In the material below, find each line with the string "dead" and copy it.

::::::::::

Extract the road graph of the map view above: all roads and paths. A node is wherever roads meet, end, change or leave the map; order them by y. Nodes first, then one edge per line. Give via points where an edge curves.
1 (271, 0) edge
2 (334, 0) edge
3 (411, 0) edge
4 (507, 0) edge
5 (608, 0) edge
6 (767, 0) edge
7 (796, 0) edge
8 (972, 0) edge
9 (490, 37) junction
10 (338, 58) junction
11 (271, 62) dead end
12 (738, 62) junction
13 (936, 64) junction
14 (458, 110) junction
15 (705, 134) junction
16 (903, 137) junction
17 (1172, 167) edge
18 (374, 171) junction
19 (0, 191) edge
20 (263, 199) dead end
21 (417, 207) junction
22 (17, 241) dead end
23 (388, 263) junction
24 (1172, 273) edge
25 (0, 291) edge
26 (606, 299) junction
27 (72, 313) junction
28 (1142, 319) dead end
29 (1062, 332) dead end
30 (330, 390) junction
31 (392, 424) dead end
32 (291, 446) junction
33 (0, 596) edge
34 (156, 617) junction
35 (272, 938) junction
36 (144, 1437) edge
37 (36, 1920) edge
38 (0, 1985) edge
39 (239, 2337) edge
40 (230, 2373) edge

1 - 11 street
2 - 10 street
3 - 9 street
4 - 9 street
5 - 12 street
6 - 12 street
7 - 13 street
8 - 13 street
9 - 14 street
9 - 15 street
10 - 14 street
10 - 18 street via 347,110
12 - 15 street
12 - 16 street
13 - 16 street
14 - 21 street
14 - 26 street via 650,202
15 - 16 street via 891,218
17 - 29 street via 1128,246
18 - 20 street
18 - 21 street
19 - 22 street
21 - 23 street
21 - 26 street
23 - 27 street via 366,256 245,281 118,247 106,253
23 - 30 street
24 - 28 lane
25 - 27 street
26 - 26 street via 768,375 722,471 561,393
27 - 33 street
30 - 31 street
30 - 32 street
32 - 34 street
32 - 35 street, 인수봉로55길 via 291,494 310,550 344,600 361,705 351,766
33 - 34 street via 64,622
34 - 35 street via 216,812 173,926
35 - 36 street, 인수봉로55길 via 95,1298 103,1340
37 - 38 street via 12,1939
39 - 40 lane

::::::::::

**ANSWER TO THE EXERCISE**.
11 (271, 62) dead end
20 (263, 199) dead end
22 (17, 241) dead end
28 (1142, 319) dead end
29 (1062, 332) dead end
31 (392, 424) dead end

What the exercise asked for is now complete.